Rev. 17:4.---' And the woman was arrayed in purple and scarlet color, and decked with gold and precious stones and pearls, having a golden cup in her hand full of abominations and filthiness of her fornication: '

The woman was clothed with purple and scarlet, and decked with gold and precious stones and pearls, and also having a golden cup full of abominations. The woman's clothing and adornment is to us a visible sign. To the pious mind it is repulsive. The colors represent a high position that it is given in the thoughts of men.

Her being decked out with gold shows the excessive extravagance of her richness. The precious stones and pearls enhanced her appearance even more, in order to impress and allure her illicit lovers. And the gold cup is the degrading influence on those around her.

From her perspective the cup's contents represent her own glory and grandeur, but the reality is that it will be her self-destruction from the consequences of her sins. Abominations is a term for idol, which is moral impurity. So the harlot thrives on spreading her filthy vices and corruptions by allowing earth's inhabitants to drink from her beautiful but contaminated cup.

The hatred and scorn of idolatry which runs through the Bible from the Second Commandment to the verse in Revelation which denounces those who 'worship devils, and idols of gold, and silver, and brass and stone, and of wood: which neither can see, nor hear, nor walk,' is one of the most striking features of the religion of the Jews. Israel for the prophets was marked off from other nations that worshipped idols.
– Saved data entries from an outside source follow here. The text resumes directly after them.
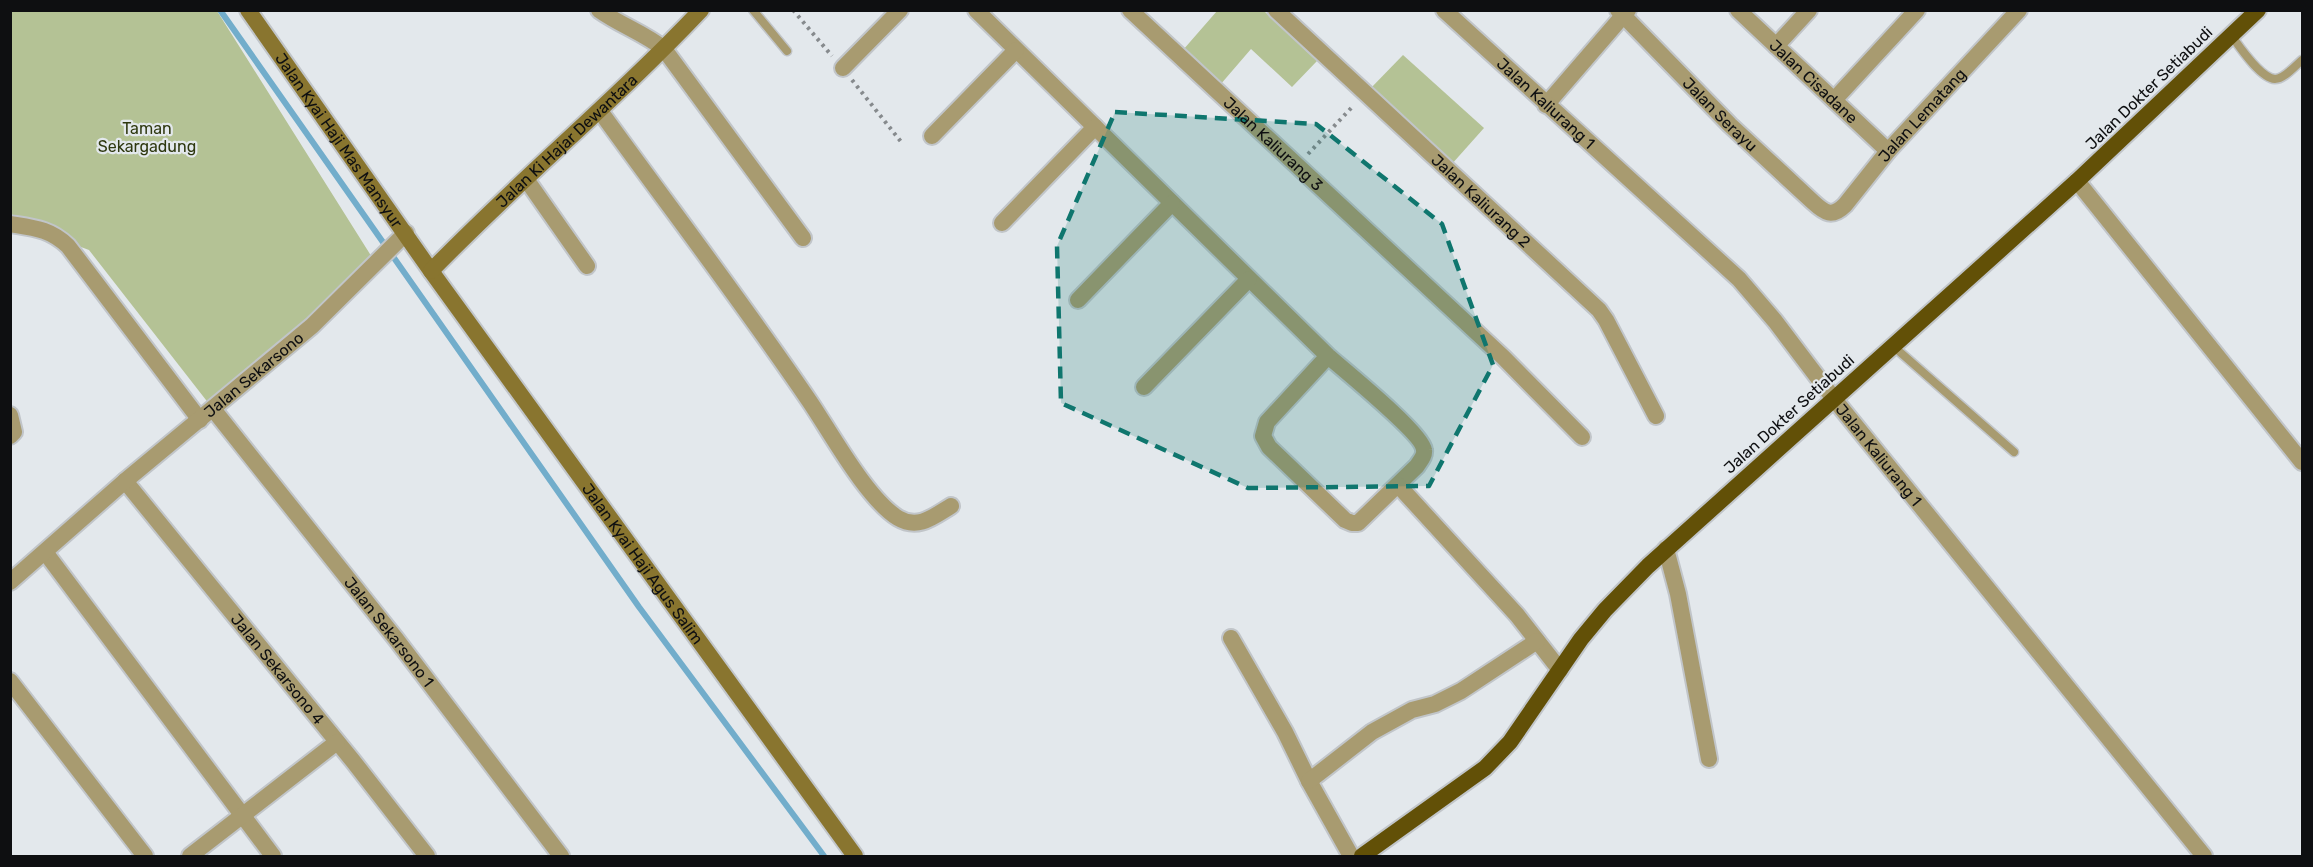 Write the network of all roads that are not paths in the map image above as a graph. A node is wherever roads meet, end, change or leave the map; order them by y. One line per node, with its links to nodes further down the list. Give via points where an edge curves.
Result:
1 (248, 10): 35 (main road, Jalan Kyai Haji Mas Mansyur)
2 (599, 10): 17 (street, via 617,23)
3 (701, 10): 17 (main road, Jalan Ki Hajar Dewantara)
4 (753, 10): 20 (lane)
5 (900, 10): 22 (street)
6 (975, 10): 19 (street)
7 (1130, 10): 49 (street, Jalan Kaliurang 3, via 1503,357)
8 (1276, 10): 47 (street, Jalan Kaliurang 2, via 1599,310)
9 (1444, 10): 24 (street, Jalan Kaliurang 1)
10 (1738, 10): 18 (street, Jalan Cisadane)
11 (1809, 10): 18 (street)
12 (1917, 10): 23 (street)
13 (2019, 10): 28 (street, Jalan Lematang)
14 (2258, 10): 16 (highway, Jalan Dokter Setiabudi)
15 (1623, 12): 24 (street); 32 (street, Jalan Serayu, via 1730,125)
16 (2231, 35): 21 (lane, via 2267,77 2282,77); 30 (highway, Jalan Dokter Setiabudi)
17 (668, 45): 25 (main road, Jalan Ki Hajar Dewantara); 36 (street)
18 (1776, 46): 23 (street, Jalan Cisadane)
19 (1016, 50): 26 (street); 27 (street)
20 (787, 51)
21 (2302, 60)
22 (843, 68)
23 (1834, 100): 28 (street, Jalan Cisadane)
24 (1546, 105): 44 (street, Jalan Kaliurang 1, via 1739,279)
25 (600, 111): 29 (main road, Jalan Ki Hajar Dewantara); 54 (street, via 875,497 895,516 912,523 924,523)
26 (1095, 127): 31 (street); 33 (street)
27 (932, 136)
28 (1888, 151): 32 (street, Jalan Lematang, via 1839,211)
29 (526, 179): 37 (street); 38 (main road, Jalan Ki Hajar Dewantara)
30 (2077, 181): 41 (highway, Jalan Dokter Setiabudi); 51 (street)
31 (1172, 203): 39 (street); 40 (street)
32 (1825, 213)
33 (1002, 223)
34 (10, 224): 46 (street, Jalan Sekarsono 1, via 56,235 68,246)
35 (402, 236): 38 (main road, Jalan Kyai Haji Mas Mansyur); 46 (street, Jalan Sekarsono, via 312,326)
36 (803, 238)
37 (587, 266)
38 (431, 271): 71 (main road, Jalan Kyai Haji Agus Salim)
39 (1249, 279): 42 (street); 43 (street)
40 (1078, 300)
41 (1893, 346): 44 (highway, Jalan Dokter Setiabudi); 50 (lane)
42 (1328, 356): 53 (street, via 1419,439 1424,449 1422,458); 53 (street, via 1267,422 1263,436 1269,447 1352,523 1365,519)
43 (1144, 387)
44 (1834, 399): 55 (highway, Jalan Dokter Setiabudi); 74 (street, Jalan Kaliurang 1)
45 (10, 415): 48 (street, via 14,432)
46 (206, 415): 52 (street, Jalan Sekarsono); 70 (street, Jalan Sekarsono 1, via 396,639)
47 (1656, 416)
48 (10, 436)
49 (1582, 437)
50 (2014, 452)
51 (2302, 462)
52 (125, 482): 56 (street, Jalan Sekarsono); 62 (street, Jalan Sekarsono 4)
53 (1398, 485): 59 (street)
54 (951, 506)
55 (1666, 549): 60 (highway, Jalan Dokter Setiabudi, via 1605,610); 63 (street)
56 (45, 552): 57 (street, Jalan Sekarsono); 65 (street)
57 (10, 582)
58 (1231, 638): 64 (street)
59 (1537, 641): 60 (street); 64 (street, via 1461,692 1412,710 1371,732)
60 (1560, 670): 73 (highway, Jalan Dokter Setiabudi, via 1510,742 1485,768)
61 (10, 681): 66 (street)
62 (337, 742): 65 (street); 69 (street, Jalan Sekarsono 4)
63 (1709, 759)
64 (1309, 781): 72 (street)
65 (243, 815): 67 (street); 68 (street)
66 (145, 856)
67 (190, 856)
68 (273, 856)
69 (427, 856)
70 (561, 856)
71 (855, 856)
72 (1351, 856)
73 (1362, 856)
74 (2204, 856)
The God of Israel was not to be represented or worshipped in images of men or beasts. The connection of any such worship with Him was a degradation! And yet the denunciations and scorn of the prophets show how constantly and easily the Jews turned away, in spite of their traditions and commandments, from the worship of the living God to the worship of idols. Not only did they take up all too easily the religions of their neighbors and adopt their fantastic beliefs and practices; time and again they introduced images into the worship of Jehovah, which time and again some stern reformer drove out.

We may be sure that this long history of attraction and repulsion is concerned with some constant tendency in man, and that we nowadays are just as inclined as were the Israelites to worship idols, and we need, as did they, to listen to the denunciations of the prophets.
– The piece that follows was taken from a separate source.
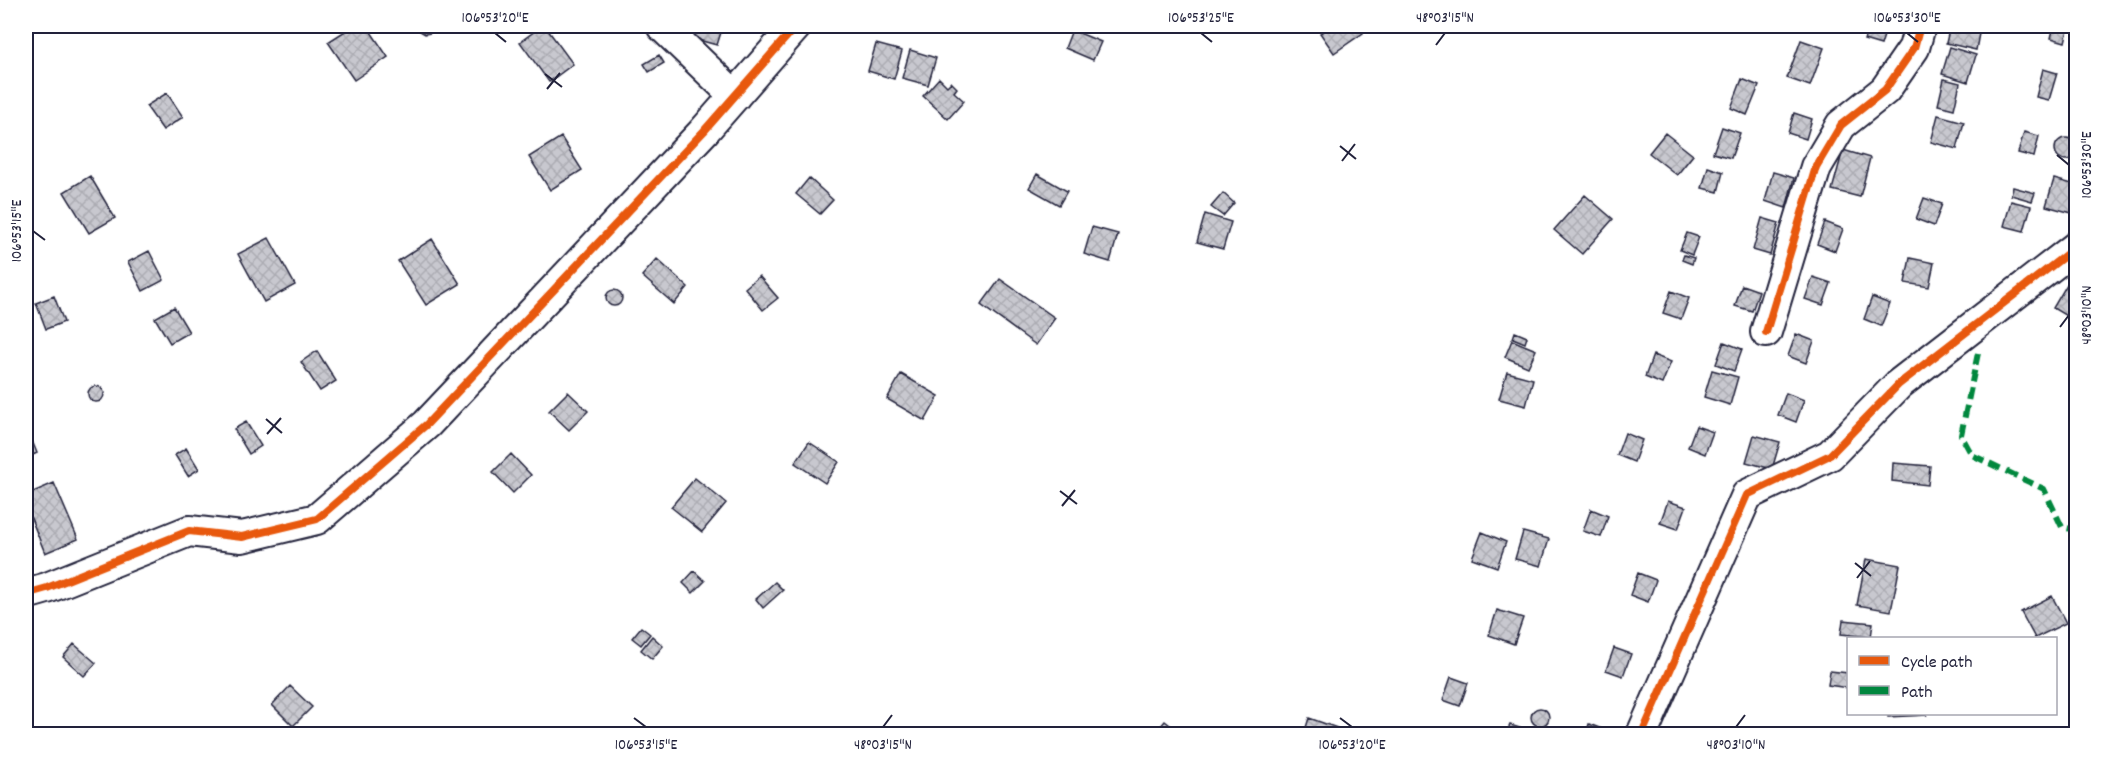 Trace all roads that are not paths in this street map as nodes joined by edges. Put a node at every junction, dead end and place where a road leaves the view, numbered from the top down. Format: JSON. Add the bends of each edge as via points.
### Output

Though an idol is "nothing in the world," there is nothing in the world more real than idolatry. Putting something else in God's place, making a God of something else than God---that is a very real transaction.
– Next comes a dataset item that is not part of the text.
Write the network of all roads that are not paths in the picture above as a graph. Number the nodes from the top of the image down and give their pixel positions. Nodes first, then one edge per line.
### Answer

The worship of idols is a religion of a more subtle falseness. Listen to Isaiah of how he thinks the frame of mind with idolatry comes. 'Their land is full of silver and gold, neither is there and end of their treasures. Their land also is full of horses, neither is there any end of their chariots. Their land is full of idols.' Idolatry is the sin of the prosperous and complacent, of men who have by the work of their hands, or more often by the work of their fathers' hands, done well for themselves, have got a secure position, and need no longer ask fortune or other men for mercy. Their own hands have made them independent of God or of other men. When they worship their idols they are really worshipping themselves. They forget the desperate hazards of former times, the inspiration through which their first successes came, the humility which goes with all real creative action. They take their comfortable and assured prosperity for granted. If they have a religion at all, they will use what religious feelings their wealth has left them, in adorning and reverencing their position and themselves. We, who are heirs of a long tradition of prosperity and success, know that spirit, how hard it is to resist. We have a great inheritance---of long-continued wealth, of civil liberty and freedom, of all kinds of noble institutions. They were built up mostly in a spirit of creativeness and of humility. But we who inherit them can too easily take them for granted, worship the achievements, and remain entire strangers to what goodness and divinity went to their making. When we do that we treat such achievements as idols.

The Bible insists that when we are worshipping idols we are worshipping something which is bounded and lifeless. If we really worship the work of our hands and not the spirit which inspired that work, we worship something that is dead.

To turn from the worship of idols to the worship of the living God is to surrender ourselves to something not only infinitely greater but infinitely more alive than ourselves---to something that gives greater life to us. We cannot determine beforehand what God is going to do with us, but the result and the test of our surrender to God is the quickened and aroused life that we shall find in ourselves. And when men say, as some do, that all religion is nothing but the making God out of our own desires, and fears, and imaginings, and aspirations, we shall know that that is untrue. For we shall know how God has called us, and dealt with us, and led us to things that were never in our minds or in our proposals for life.